To explain that is kind of hard, but I did my best.

"Show not tell" is a writing rule that, if you follow, can really boost your writing to another league. What it means is that you need to show everything — from the way your character acts to the scenery they see. Right now, what you re doing is that you are telling me everything. I was told by the barrel prince Valerius was a playboy, I was told by Calytrix she believed in justice. You need to show they believe that by what they do.

For example, a good show you had was Rheya. We found out she was bad because of her servants and her dark magic. You didn't tell us, we found out for ourselves!

Now, if you had shown us, for example, that Valerius was a playboy I would have believed it more than just the barrel prince telling us. He could have flirted with Calytrix, for example, and that would have shown us he was flirty and maybe even a playboy.

Your dialogue, as well, felt a little stiff. Speech always felt a little robotic. I always observe the way people speak in real life, which helps me try to make sure my speech is more casual and laid-back.

I also felt it was paced a little fast. For example, every important event happened in one chapter, and smaller things were barely mentioned. An example from the first part was that when she began walking to the citadel you didn't really mention the scenery and just skimmed by what she encountered. I do think, when it comes to adventure stories like this, you should really flesh out the story. Spend a few chapters talking about, for example, the play. It doesn't need to be restricted to one part. You can even have a chapter or two on the journey to a certain place. It would be so much better and more fun to see what she encounters, take your time writing an adventure story — so what if it's a million parts? It would be fun and enjoyable! — I think I would most definitely read a slower-paced version of this story, with more time to flesh out these characters and Calytrix's witch world!

Your story has a lot of potential! I think if you spent more time fleshing out your world, characters, and taking time with pacing, you'd have an amazing story (that I would 100% read). I did enjoy your vocabulary, but watch out for those tells!


Plot + Originality: 5/5

There's no other way to put it, I loved your plot! Every little bit of it! I adored the idea of Calytrix's journey — it leads to some amazing worldbuilding!
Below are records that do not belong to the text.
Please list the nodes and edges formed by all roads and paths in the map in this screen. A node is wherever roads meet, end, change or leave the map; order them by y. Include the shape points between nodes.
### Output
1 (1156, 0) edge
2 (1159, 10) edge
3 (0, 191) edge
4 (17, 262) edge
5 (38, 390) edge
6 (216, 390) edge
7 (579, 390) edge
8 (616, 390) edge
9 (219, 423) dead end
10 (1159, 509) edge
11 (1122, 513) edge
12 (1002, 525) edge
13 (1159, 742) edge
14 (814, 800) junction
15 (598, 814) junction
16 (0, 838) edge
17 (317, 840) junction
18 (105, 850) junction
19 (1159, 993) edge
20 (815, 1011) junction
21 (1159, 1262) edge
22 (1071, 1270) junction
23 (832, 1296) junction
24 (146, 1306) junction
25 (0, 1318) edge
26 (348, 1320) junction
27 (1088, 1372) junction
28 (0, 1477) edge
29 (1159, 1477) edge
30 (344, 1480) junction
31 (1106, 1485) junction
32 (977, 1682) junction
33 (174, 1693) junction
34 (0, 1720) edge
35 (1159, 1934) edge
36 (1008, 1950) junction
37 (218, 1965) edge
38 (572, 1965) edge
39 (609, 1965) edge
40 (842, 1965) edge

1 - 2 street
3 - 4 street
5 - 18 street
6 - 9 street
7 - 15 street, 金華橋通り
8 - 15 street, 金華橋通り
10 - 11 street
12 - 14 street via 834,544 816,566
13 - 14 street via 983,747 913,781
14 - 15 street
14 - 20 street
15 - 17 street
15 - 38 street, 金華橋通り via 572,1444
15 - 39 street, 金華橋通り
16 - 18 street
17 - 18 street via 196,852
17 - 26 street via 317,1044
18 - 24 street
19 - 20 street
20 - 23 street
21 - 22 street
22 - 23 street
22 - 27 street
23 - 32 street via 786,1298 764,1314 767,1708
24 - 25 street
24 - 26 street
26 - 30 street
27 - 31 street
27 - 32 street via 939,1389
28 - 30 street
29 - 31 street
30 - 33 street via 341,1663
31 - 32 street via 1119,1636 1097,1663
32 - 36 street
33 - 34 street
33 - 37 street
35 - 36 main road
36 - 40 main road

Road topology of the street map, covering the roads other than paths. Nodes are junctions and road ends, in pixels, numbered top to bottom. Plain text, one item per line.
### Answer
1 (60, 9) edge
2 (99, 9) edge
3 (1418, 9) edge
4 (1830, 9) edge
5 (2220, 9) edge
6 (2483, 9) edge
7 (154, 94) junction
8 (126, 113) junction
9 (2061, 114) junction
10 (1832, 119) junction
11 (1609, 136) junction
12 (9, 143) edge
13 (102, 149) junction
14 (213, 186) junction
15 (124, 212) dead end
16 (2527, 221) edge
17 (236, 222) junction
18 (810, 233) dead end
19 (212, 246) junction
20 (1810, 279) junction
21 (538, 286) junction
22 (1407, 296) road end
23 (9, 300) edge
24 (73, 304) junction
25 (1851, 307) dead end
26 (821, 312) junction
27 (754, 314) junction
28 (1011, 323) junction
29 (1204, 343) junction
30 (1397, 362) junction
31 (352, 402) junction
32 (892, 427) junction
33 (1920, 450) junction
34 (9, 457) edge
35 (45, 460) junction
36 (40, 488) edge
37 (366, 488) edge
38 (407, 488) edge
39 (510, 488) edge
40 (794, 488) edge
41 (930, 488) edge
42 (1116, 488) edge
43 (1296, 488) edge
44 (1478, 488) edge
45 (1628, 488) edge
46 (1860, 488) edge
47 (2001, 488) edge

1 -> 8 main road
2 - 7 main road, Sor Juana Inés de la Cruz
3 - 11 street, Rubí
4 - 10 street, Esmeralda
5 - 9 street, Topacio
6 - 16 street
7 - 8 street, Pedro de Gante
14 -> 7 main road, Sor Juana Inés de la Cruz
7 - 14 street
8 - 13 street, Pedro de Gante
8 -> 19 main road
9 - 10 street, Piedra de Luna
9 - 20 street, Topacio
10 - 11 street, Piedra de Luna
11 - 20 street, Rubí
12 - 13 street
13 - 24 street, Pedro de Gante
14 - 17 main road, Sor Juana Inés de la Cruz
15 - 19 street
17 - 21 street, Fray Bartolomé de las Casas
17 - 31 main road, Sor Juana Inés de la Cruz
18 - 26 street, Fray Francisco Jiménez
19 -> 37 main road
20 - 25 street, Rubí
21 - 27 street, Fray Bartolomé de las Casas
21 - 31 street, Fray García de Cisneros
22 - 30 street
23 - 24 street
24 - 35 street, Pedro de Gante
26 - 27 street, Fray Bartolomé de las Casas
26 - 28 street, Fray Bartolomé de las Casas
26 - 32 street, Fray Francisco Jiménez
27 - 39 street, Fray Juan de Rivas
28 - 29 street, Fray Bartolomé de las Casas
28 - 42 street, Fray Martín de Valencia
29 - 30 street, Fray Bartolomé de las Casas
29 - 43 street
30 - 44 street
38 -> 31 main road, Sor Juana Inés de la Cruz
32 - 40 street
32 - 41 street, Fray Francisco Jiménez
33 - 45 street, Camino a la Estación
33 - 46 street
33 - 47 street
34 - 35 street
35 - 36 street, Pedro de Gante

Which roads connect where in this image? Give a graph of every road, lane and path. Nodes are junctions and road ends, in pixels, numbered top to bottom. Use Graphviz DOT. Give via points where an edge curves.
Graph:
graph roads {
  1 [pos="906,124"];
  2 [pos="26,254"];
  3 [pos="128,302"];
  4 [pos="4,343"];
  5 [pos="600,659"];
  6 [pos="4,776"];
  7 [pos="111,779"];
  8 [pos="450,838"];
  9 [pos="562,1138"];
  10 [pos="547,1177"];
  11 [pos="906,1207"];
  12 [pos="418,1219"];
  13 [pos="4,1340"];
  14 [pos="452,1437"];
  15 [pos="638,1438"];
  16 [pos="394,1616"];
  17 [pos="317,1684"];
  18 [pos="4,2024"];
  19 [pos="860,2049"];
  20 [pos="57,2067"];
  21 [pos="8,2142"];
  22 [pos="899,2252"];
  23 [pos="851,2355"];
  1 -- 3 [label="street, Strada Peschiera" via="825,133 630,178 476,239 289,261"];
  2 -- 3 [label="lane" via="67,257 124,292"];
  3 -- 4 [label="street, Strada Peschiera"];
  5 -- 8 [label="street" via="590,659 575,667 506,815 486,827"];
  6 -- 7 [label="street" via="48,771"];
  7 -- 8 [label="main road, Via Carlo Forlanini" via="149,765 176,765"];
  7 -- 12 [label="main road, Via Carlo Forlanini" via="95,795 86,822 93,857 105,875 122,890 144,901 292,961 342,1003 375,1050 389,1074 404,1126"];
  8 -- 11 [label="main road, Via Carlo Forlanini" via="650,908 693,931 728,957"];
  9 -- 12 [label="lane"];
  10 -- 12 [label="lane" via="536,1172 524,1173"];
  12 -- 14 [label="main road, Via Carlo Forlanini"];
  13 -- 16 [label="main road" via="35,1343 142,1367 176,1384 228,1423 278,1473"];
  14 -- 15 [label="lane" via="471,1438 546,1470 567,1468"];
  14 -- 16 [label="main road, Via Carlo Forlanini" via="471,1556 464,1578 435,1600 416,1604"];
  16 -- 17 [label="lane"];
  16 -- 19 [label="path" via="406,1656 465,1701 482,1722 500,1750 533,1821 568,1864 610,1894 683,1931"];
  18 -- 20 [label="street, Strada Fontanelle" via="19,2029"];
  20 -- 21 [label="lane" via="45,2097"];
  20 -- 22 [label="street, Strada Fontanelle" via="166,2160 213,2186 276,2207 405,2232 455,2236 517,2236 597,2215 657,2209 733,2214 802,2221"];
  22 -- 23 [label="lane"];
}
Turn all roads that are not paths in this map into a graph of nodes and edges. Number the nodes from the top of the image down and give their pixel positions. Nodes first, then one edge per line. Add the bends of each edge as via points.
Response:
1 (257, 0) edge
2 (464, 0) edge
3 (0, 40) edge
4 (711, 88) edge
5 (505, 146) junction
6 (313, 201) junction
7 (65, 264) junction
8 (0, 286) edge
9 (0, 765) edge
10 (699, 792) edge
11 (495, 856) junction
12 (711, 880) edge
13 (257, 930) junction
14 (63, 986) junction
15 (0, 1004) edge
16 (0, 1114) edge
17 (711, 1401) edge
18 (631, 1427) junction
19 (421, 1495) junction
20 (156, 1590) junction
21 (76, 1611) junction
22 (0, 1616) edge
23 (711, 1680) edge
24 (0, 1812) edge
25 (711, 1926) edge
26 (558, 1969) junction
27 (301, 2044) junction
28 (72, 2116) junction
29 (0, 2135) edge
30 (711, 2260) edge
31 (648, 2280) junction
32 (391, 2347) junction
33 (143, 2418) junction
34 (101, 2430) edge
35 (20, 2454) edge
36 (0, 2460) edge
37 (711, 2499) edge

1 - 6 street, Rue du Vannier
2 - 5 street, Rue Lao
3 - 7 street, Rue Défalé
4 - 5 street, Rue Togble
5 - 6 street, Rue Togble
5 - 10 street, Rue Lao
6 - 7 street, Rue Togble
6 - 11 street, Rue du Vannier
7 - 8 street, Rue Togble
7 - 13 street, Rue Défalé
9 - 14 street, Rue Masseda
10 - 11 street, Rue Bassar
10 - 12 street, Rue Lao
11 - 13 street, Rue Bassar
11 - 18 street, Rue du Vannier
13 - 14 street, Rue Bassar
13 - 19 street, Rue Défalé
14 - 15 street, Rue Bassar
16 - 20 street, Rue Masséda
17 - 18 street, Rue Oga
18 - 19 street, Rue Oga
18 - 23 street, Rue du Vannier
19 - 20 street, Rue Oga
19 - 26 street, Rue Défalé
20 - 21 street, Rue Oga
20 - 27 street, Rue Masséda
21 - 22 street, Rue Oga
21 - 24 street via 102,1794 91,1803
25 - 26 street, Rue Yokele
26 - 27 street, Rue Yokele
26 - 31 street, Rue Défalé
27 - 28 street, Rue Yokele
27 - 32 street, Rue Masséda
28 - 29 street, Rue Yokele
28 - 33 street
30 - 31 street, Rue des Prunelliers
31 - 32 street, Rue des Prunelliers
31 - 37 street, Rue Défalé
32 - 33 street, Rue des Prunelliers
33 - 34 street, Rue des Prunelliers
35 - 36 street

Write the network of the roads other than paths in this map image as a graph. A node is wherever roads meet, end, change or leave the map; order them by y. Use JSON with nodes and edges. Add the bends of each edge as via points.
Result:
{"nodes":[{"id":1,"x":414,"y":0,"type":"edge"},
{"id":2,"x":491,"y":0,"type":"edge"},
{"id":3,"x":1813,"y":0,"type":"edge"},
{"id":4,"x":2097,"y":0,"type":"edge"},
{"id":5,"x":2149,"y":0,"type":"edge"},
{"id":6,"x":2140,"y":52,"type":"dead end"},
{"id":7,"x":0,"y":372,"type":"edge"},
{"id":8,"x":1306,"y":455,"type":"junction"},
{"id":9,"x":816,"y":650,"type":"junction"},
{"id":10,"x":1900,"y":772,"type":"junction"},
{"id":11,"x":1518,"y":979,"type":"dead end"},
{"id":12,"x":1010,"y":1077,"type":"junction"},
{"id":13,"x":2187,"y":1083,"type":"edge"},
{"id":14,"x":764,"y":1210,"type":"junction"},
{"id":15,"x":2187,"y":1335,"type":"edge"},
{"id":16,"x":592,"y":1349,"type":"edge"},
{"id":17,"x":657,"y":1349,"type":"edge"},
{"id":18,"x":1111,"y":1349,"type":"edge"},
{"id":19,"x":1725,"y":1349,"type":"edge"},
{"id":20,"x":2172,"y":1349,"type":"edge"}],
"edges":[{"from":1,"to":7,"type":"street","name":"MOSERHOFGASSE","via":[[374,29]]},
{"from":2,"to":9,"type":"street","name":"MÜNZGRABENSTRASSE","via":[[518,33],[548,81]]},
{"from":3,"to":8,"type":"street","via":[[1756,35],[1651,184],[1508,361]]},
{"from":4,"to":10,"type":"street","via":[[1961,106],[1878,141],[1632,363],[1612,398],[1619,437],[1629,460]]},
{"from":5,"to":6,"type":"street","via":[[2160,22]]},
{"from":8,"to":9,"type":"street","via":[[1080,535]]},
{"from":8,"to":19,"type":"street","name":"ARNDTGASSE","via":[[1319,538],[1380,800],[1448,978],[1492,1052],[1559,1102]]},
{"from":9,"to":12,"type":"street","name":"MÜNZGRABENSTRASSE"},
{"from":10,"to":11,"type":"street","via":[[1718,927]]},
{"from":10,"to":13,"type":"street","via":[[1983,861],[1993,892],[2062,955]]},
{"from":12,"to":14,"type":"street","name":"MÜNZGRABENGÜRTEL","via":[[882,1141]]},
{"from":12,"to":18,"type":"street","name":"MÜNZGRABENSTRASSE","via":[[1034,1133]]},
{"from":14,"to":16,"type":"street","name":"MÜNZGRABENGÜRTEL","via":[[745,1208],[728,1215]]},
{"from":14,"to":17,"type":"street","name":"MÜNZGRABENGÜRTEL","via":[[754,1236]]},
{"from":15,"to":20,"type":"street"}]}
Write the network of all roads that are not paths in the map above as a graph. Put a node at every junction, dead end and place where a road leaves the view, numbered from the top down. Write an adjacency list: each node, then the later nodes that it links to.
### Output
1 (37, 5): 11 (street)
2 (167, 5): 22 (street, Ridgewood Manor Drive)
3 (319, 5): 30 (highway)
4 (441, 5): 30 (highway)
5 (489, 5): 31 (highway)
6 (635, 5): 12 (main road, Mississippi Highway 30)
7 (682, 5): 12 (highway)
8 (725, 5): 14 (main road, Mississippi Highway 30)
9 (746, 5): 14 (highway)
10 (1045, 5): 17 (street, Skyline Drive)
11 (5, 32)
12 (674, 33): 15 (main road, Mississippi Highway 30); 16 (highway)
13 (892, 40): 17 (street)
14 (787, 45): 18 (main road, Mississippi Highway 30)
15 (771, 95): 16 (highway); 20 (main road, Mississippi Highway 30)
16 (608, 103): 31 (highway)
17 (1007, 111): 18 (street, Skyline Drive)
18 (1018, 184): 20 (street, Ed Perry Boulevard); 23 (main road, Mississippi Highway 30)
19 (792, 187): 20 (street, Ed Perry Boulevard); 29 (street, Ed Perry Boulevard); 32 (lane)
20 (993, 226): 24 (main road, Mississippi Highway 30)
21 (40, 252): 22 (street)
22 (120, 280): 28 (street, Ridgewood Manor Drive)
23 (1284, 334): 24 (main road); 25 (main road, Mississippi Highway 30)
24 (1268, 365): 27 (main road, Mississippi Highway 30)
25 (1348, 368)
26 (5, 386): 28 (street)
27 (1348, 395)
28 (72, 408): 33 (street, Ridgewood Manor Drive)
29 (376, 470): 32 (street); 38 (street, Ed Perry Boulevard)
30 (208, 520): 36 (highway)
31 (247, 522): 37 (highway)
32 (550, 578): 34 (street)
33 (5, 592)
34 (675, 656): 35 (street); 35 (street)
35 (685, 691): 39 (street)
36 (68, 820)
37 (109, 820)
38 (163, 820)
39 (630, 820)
I loved the idea of the world crumbling, a thirteen-year-old master, a dark witch-princess, a mage from another world... everything about it speaks "fairytale" to me — but it's your own fairytale!

Honestly, I was so surprised with that king — but I felt for Rheya. I think if you fleshed it out a bit more (as mentioned above) you could really make people feel something!

I have no words for your plot! I think you have fantastic imagination! 


OVERALL SCORE: 17/25

Your writing is a little telly, and there are quite a bit of typos, but you have an amazing storyline that just needs to be a little more fleshed out — then you'll have a story that would be such a fun read! Good luck on your writing adventures, and I hope Calytrix gets to save her world!